**TASK INSTRUCTIONS**
Each entry needs to be retyped exactly.

*** Opening of MATERIAL PROVIDED ***

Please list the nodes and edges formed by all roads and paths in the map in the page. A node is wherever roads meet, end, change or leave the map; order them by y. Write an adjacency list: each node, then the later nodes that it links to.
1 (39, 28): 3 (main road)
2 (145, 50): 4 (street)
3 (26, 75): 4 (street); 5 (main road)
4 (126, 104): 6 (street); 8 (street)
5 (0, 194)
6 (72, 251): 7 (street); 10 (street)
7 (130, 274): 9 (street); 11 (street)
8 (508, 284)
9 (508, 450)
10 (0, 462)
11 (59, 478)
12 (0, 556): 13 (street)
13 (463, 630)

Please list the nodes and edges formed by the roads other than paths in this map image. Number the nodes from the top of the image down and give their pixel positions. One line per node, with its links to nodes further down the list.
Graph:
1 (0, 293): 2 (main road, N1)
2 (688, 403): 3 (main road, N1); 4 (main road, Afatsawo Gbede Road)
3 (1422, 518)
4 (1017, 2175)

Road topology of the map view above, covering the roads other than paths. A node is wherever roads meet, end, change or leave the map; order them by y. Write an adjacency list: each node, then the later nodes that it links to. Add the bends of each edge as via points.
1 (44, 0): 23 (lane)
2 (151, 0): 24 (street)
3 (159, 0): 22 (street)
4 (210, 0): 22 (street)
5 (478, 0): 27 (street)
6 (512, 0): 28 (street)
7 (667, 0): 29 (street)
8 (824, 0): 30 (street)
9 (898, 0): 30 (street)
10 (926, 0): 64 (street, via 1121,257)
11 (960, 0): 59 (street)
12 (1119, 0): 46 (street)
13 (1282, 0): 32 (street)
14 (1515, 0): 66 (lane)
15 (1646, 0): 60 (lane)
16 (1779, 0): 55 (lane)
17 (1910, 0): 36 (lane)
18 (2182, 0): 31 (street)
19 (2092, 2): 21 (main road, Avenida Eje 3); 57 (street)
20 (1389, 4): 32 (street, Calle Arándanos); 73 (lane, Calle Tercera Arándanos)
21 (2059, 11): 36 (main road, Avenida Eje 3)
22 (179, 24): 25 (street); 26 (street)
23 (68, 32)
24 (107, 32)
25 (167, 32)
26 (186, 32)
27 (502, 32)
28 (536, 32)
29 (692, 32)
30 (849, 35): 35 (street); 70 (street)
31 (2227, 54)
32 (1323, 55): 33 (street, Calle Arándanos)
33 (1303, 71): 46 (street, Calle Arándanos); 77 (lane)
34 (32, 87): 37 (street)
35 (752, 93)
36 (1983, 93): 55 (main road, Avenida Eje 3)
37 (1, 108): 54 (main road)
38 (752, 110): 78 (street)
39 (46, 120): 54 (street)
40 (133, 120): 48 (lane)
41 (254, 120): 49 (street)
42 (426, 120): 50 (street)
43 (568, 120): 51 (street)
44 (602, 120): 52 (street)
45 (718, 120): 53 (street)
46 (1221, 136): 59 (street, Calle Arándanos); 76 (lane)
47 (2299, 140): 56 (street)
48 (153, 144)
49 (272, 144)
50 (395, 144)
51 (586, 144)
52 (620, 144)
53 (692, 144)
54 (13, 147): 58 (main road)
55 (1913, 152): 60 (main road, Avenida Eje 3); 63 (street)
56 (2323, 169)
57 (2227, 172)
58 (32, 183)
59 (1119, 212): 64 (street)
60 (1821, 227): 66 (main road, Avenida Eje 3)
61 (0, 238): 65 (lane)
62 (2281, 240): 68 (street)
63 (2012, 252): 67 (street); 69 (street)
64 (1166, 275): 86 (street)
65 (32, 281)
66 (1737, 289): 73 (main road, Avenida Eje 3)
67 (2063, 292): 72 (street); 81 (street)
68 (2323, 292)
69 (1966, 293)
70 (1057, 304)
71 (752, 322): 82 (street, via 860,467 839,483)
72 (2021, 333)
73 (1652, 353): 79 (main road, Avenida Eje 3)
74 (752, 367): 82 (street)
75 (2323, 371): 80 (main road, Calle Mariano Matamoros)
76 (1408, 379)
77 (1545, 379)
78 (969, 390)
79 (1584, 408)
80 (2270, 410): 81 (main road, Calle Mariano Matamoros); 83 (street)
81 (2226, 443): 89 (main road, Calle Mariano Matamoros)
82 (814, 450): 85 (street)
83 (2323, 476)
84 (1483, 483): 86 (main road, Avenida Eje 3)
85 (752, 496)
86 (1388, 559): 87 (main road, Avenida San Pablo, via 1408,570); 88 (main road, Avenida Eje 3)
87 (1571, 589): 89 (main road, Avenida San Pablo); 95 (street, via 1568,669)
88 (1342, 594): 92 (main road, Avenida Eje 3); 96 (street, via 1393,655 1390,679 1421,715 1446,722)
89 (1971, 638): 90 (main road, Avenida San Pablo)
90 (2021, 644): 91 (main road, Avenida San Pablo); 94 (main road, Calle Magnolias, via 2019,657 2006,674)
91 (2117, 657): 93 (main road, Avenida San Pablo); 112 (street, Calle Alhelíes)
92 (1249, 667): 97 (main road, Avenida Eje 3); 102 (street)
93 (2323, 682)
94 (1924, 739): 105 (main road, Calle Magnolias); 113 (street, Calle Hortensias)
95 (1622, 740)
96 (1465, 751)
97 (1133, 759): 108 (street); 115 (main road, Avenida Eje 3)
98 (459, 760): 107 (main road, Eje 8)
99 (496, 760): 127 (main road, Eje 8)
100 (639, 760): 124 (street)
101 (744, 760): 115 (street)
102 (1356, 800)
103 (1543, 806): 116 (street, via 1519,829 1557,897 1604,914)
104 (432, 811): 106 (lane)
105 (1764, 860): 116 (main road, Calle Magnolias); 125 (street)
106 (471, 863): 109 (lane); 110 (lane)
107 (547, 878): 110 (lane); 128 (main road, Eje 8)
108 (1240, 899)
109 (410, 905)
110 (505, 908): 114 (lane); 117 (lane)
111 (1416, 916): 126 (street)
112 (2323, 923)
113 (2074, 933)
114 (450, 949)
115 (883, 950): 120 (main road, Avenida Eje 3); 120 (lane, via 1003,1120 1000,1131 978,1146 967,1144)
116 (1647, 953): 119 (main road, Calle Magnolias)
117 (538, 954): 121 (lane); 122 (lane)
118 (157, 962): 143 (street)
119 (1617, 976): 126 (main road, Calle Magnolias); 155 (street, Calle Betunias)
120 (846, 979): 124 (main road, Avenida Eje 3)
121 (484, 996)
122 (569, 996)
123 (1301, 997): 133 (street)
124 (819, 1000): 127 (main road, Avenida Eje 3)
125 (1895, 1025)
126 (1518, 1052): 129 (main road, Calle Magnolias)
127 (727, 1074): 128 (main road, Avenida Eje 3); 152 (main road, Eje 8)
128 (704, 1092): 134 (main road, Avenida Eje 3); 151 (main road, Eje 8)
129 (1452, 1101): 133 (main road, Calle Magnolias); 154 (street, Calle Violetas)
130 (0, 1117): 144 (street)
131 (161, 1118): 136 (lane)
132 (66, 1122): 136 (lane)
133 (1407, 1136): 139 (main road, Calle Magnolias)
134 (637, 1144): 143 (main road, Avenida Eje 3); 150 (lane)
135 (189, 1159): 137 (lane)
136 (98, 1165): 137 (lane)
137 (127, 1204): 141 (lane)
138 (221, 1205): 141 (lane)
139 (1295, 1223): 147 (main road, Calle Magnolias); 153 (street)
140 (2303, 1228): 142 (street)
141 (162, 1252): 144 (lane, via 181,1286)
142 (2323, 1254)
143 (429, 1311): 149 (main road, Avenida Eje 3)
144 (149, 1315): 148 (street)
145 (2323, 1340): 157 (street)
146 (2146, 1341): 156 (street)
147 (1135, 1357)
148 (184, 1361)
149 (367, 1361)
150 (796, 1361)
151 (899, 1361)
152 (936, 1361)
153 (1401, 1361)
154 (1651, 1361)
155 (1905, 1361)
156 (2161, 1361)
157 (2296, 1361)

*** Close of MATERIAL PROVIDED ***

**SOLVED EXERCISE**
Please list the nodes and edges formed by all roads and paths in the map in the page. A node is wherever roads meet, end, change or leave the map; order them by y. Write an adjacency list: each node, then the later nodes that it links to.
1 (39, 28): 3 (main road)
2 (145, 50): 4 (street)
3 (26, 75): 4 (street); 5 (main road)
4 (126, 104): 6 (street); 8 (street)
5 (0, 194)
6 (72, 251): 7 (street); 10 (street)
7 (130, 274): 9 (street); 11 (street)
8 (508, 284)
9 (508, 450)
10 (0, 462)
11 (59, 478)
12 (0, 556): 13 (street)
13 (463, 630)

Please list the nodes and edges formed by the roads other than paths in this map image. Number the nodes from the top of the image down and give their pixel positions. One line per node, with its links to nodes further down the list.
Graph:
1 (0, 293): 2 (main road, N1)
2 (688, 403): 3 (main road, N1); 4 (main road, Afatsawo Gbede Road)
3 (1422, 518)
4 (1017, 2175)

Road topology of the map view above, covering the roads other than paths. A node is wherever roads meet, end, change or leave the map; order them by y. Write an adjacency list: each node, then the later nodes that it links to. Add the bends of each edge as via points.
1 (44, 0): 23 (lane)
2 (151, 0): 24 (street)
3 (159, 0): 22 (street)
4 (210, 0): 22 (street)
5 (478, 0): 27 (street)
6 (512, 0): 28 (street)
7 (667, 0): 29 (street)
8 (824, 0): 30 (street)
9 (898, 0): 30 (street)
10 (926, 0): 64 (street, via 1121,257)
11 (960, 0): 59 (street)
12 (1119, 0): 46 (street)
13 (1282, 0): 32 (street)
14 (1515, 0): 66 (lane)
15 (1646, 0): 60 (lane)
16 (1779, 0): 55 (lane)
17 (1910, 0): 36 (lane)
18 (2182, 0): 31 (street)
19 (2092, 2): 21 (main road, Avenida Eje 3); 57 (street)
20 (1389, 4): 32 (street, Calle Arándanos); 73 (lane, Calle Tercera Arándanos)
21 (2059, 11): 36 (main road, Avenida Eje 3)
22 (179, 24): 25 (street); 26 (street)
23 (68, 32)
24 (107, 32)
25 (167, 32)
26 (186, 32)
27 (502, 32)
28 (536, 32)
29 (692, 32)
30 (849, 35): 35 (street); 70 (street)
31 (2227, 54)
32 (1323, 55): 33 (street, Calle Arándanos)
33 (1303, 71): 46 (street, Calle Arándanos); 77 (lane)
34 (32, 87): 37 (street)
35 (752, 93)
36 (1983, 93): 55 (main road, Avenida Eje 3)
37 (1, 108): 54 (main road)
38 (752, 110): 78 (street)
39 (46, 120): 54 (street)
40 (133, 120): 48 (lane)
41 (254, 120): 49 (street)
42 (426, 120): 50 (street)
43 (568, 120): 51 (street)
44 (602, 120): 52 (street)
45 (718, 120): 53 (street)
46 (1221, 136): 59 (street, Calle Arándanos); 76 (lane)
47 (2299, 140): 56 (street)
48 (153, 144)
49 (272, 144)
50 (395, 144)
51 (586, 144)
52 (620, 144)
53 (692, 144)
54 (13, 147): 58 (main road)
55 (1913, 152): 60 (main road, Avenida Eje 3); 63 (street)
56 (2323, 169)
57 (2227, 172)
58 (32, 183)
59 (1119, 212): 64 (street)
60 (1821, 227): 66 (main road, Avenida Eje 3)
61 (0, 238): 65 (lane)
62 (2281, 240): 68 (street)
63 (2012, 252): 67 (street); 69 (street)
64 (1166, 275): 86 (street)
65 (32, 281)
66 (1737, 289): 73 (main road, Avenida Eje 3)
67 (2063, 292): 72 (street); 81 (street)
68 (2323, 292)
69 (1966, 293)
70 (1057, 304)
71 (752, 322): 82 (street, via 860,467 839,483)
72 (2021, 333)
73 (1652, 353): 79 (main road, Avenida Eje 3)
74 (752, 367): 82 (street)
75 (2323, 371): 80 (main road, Calle Mariano Matamoros)
76 (1408, 379)
77 (1545, 379)
78 (969, 390)
79 (1584, 408)
80 (2270, 410): 81 (main road, Calle Mariano Matamoros); 83 (street)
81 (2226, 443): 89 (main road, Calle Mariano Matamoros)
82 (814, 450): 85 (street)
83 (2323, 476)
84 (1483, 483): 86 (main road, Avenida Eje 3)
85 (752, 496)
86 (1388, 559): 87 (main road, Avenida San Pablo, via 1408,570); 88 (main road, Avenida Eje 3)
87 (1571, 589): 89 (main road, Avenida San Pablo); 95 (street, via 1568,669)
88 (1342, 594): 92 (main road, Avenida Eje 3); 96 (street, via 1393,655 1390,679 1421,715 1446,722)
89 (1971, 638): 90 (main road, Avenida San Pablo)
90 (2021, 644): 91 (main road, Avenida San Pablo); 94 (main road, Calle Magnolias, via 2019,657 2006,674)
91 (2117, 657): 93 (main road, Avenida San Pablo); 112 (street, Calle Alhelíes)
92 (1249, 667): 97 (main road, Avenida Eje 3); 102 (street)
93 (2323, 682)
94 (1924, 739): 105 (main road, Calle Magnolias); 113 (street, Calle Hortensias)
95 (1622, 740)
96 (1465, 751)
97 (1133, 759): 108 (street); 115 (main road, Avenida Eje 3)
98 (459, 760): 107 (main road, Eje 8)
99 (496, 760): 127 (main road, Eje 8)
100 (639, 760): 124 (street)
101 (744, 760): 115 (street)
102 (1356, 800)
103 (1543, 806): 116 (street, via 1519,829 1557,897 1604,914)
104 (432, 811): 106 (lane)
105 (1764, 860): 116 (main road, Calle Magnolias); 125 (street)
106 (471, 863): 109 (lane); 110 (lane)
107 (547, 878): 110 (lane); 128 (main road, Eje 8)
108 (1240, 899)
109 (410, 905)
110 (505, 908): 114 (lane); 117 (lane)
111 (1416, 916): 126 (street)
112 (2323, 923)
113 (2074, 933)
114 (450, 949)
115 (883, 950): 120 (main road, Avenida Eje 3); 120 (lane, via 1003,1120 1000,1131 978,1146 967,1144)
116 (1647, 953): 119 (main road, Calle Magnolias)
117 (538, 954): 121 (lane); 122 (lane)
118 (157, 962): 143 (street)
119 (1617, 976): 126 (main road, Calle Magnolias); 155 (street, Calle Betunias)
120 (846, 979): 124 (main road, Avenida Eje 3)
121 (484, 996)
122 (569, 996)
123 (1301, 997): 133 (street)
124 (819, 1000): 127 (main road, Avenida Eje 3)
125 (1895, 1025)
126 (1518, 1052): 129 (main road, Calle Magnolias)
127 (727, 1074): 128 (main road, Avenida Eje 3); 152 (main road, Eje 8)
128 (704, 1092): 134 (main road, Avenida Eje 3); 151 (main road, Eje 8)
129 (1452, 1101): 133 (main road, Calle Magnolias); 154 (street, Calle Violetas)
130 (0, 1117): 144 (street)
131 (161, 1118): 136 (lane)
132 (66, 1122): 136 (lane)
133 (1407, 1136): 139 (main road, Calle Magnolias)
134 (637, 1144): 143 (main road, Avenida Eje 3); 150 (lane)
135 (189, 1159): 137 (lane)
136 (98, 1165): 137 (lane)
137 (127, 1204): 141 (lane)
138 (221, 1205): 141 (lane)
139 (1295, 1223): 147 (main road, Calle Magnolias); 153 (street)
140 (2303, 1228): 142 (street)
141 (162, 1252): 144 (lane, via 181,1286)
142 (2323, 1254)
143 (429, 1311): 149 (main road, Avenida Eje 3)
144 (149, 1315): 148 (street)
145 (2323, 1340): 157 (street)
146 (2146, 1341): 156 (street)
147 (1135, 1357)
148 (184, 1361)
149 (367, 1361)
150 (796, 1361)
151 (899, 1361)
152 (936, 1361)
153 (1401, 1361)
154 (1651, 1361)
155 (1905, 1361)
156 (2161, 1361)
157 (2296, 1361)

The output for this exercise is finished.